> WHAT IS REQUIRED: Every record should be copied exactly, except that pictures are to be omitted.
=== TASK INPUT ===
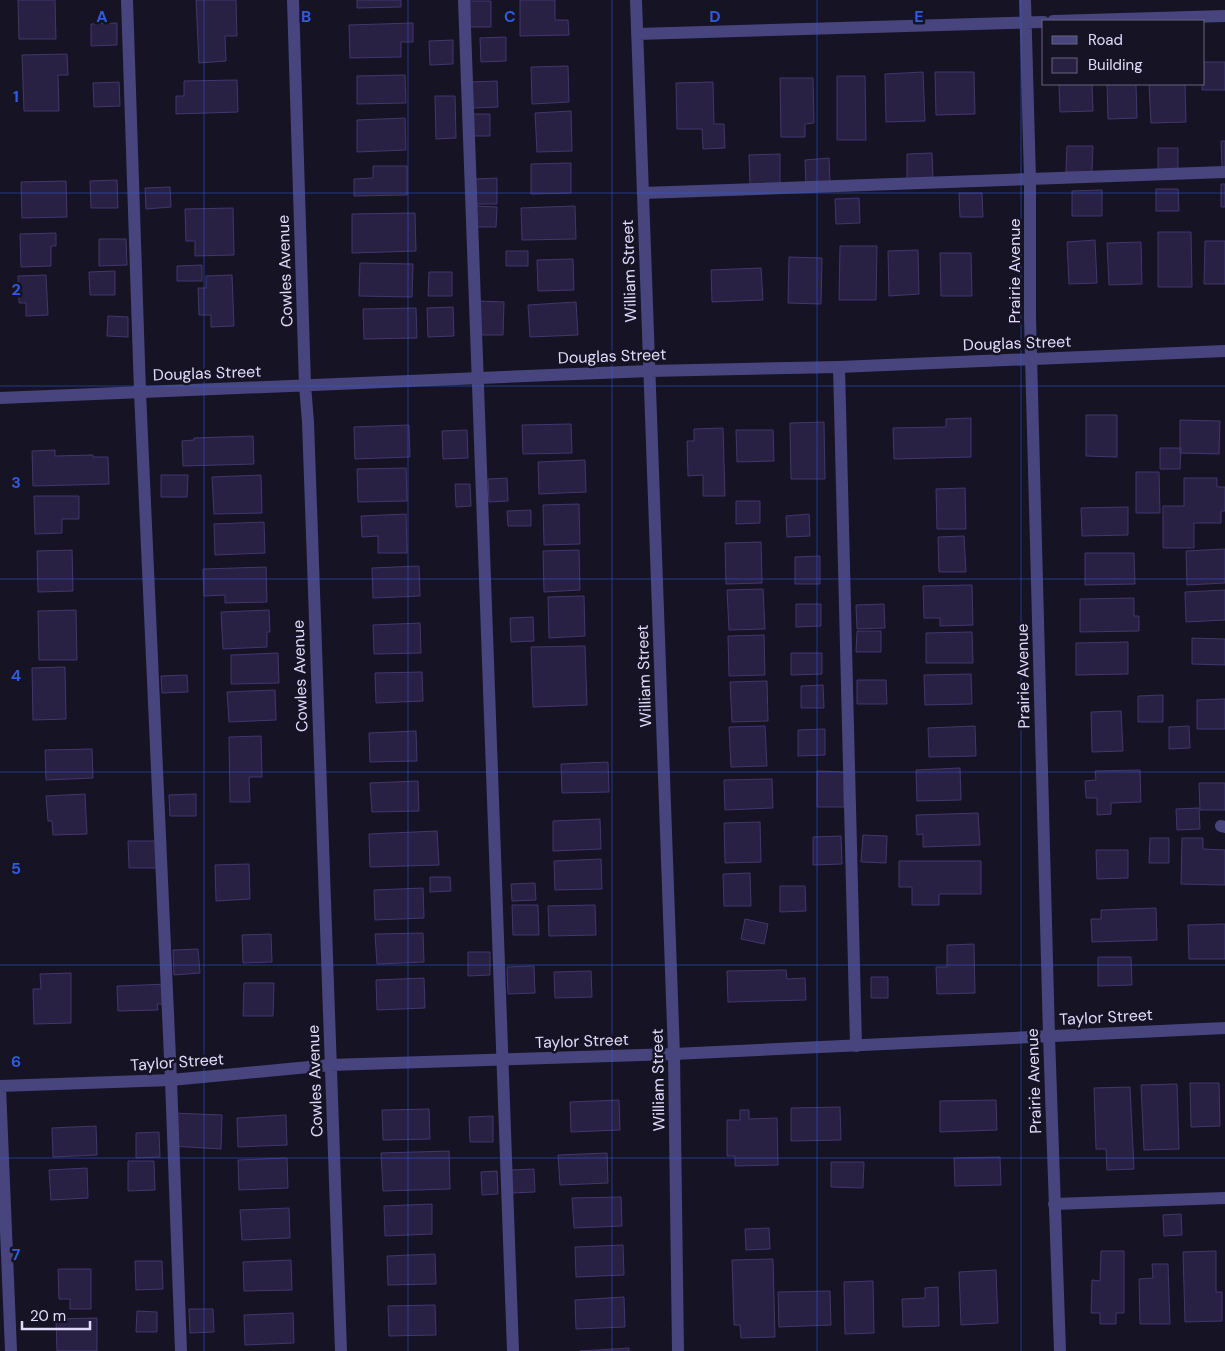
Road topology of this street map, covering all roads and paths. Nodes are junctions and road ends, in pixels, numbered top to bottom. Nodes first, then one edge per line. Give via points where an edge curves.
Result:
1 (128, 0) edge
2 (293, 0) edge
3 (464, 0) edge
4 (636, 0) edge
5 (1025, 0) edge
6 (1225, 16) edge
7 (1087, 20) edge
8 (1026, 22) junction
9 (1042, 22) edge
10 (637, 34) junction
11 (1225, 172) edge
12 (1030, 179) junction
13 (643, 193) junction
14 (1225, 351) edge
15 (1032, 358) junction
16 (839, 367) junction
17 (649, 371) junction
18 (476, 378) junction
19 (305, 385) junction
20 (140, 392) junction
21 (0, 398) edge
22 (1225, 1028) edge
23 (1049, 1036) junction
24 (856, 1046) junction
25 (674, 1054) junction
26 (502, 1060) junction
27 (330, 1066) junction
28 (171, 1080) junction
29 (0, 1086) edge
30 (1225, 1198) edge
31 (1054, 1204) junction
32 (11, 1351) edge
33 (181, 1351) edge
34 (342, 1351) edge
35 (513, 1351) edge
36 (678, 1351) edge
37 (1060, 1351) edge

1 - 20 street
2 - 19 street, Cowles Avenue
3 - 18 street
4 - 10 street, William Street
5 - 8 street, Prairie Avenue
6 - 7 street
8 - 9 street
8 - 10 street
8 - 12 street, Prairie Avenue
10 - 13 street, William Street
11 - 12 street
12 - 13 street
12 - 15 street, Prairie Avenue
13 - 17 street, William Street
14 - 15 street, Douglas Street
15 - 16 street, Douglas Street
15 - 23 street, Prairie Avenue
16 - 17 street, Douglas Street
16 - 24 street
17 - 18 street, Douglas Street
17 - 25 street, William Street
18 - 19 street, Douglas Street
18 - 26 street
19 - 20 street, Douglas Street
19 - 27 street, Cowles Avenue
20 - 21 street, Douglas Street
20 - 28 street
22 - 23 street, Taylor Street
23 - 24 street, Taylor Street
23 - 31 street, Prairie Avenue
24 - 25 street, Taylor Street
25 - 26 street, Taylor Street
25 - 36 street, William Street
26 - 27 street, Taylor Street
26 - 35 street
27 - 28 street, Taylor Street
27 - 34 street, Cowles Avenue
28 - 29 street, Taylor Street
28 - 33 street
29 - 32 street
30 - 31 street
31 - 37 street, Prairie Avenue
===
> RESULT OF THE TASK:
Road topology of this street map, covering all roads and paths. Nodes are junctions and road ends, in pixels, numbered top to bottom. Nodes first, then one edge per line. Give via points where an edge curves.
Result:
1 (128, 0) edge
2 (293, 0) edge
3 (464, 0) edge
4 (636, 0) edge
5 (1025, 0) edge
6 (1225, 16) edge
7 (1087, 20) edge
8 (1026, 22) junction
9 (1042, 22) edge
10 (637, 34) junction
11 (1225, 172) edge
12 (1030, 179) junction
13 (643, 193) junction
14 (1225, 351) edge
15 (1032, 358) junction
16 (839, 367) junction
17 (649, 371) junction
18 (476, 378) junction
19 (305, 385) junction
20 (140, 392) junction
21 (0, 398) edge
22 (1225, 1028) edge
23 (1049, 1036) junction
24 (856, 1046) junction
25 (674, 1054) junction
26 (502, 1060) junction
27 (330, 1066) junction
28 (171, 1080) junction
29 (0, 1086) edge
30 (1225, 1198) edge
31 (1054, 1204) junction
32 (11, 1351) edge
33 (181, 1351) edge
34 (342, 1351) edge
35 (513, 1351) edge
36 (678, 1351) edge
37 (1060, 1351) edge

1 - 20 street
2 - 19 street, Cowles Avenue
3 - 18 street
4 - 10 street, William Street
5 - 8 street, Prairie Avenue
6 - 7 street
8 - 9 street
8 - 10 street
8 - 12 street, Prairie Avenue
10 - 13 street, William Street
11 - 12 street
12 - 13 street
12 - 15 street, Prairie Avenue
13 - 17 street, William Street
14 - 15 street, Douglas Street
15 - 16 street, Douglas Street
15 - 23 street, Prairie Avenue
16 - 17 street, Douglas Street
16 - 24 street
17 - 18 street, Douglas Street
17 - 25 street, William Street
18 - 19 street, Douglas Street
18 - 26 street
19 - 20 street, Douglas Street
19 - 27 street, Cowles Avenue
20 - 21 street, Douglas Street
20 - 28 street
22 - 23 street, Taylor Street
23 - 24 street, Taylor Street
23 - 31 street, Prairie Avenue
24 - 25 street, Taylor Street
25 - 26 street, Taylor Street
25 - 36 street, William Street
26 - 27 street, Taylor Street
26 - 35 street
27 - 28 street, Taylor Street
27 - 34 street, Cowles Avenue
28 - 29 street, Taylor Street
28 - 33 street
29 - 32 street
30 - 31 street
31 - 37 street, Prairie Avenue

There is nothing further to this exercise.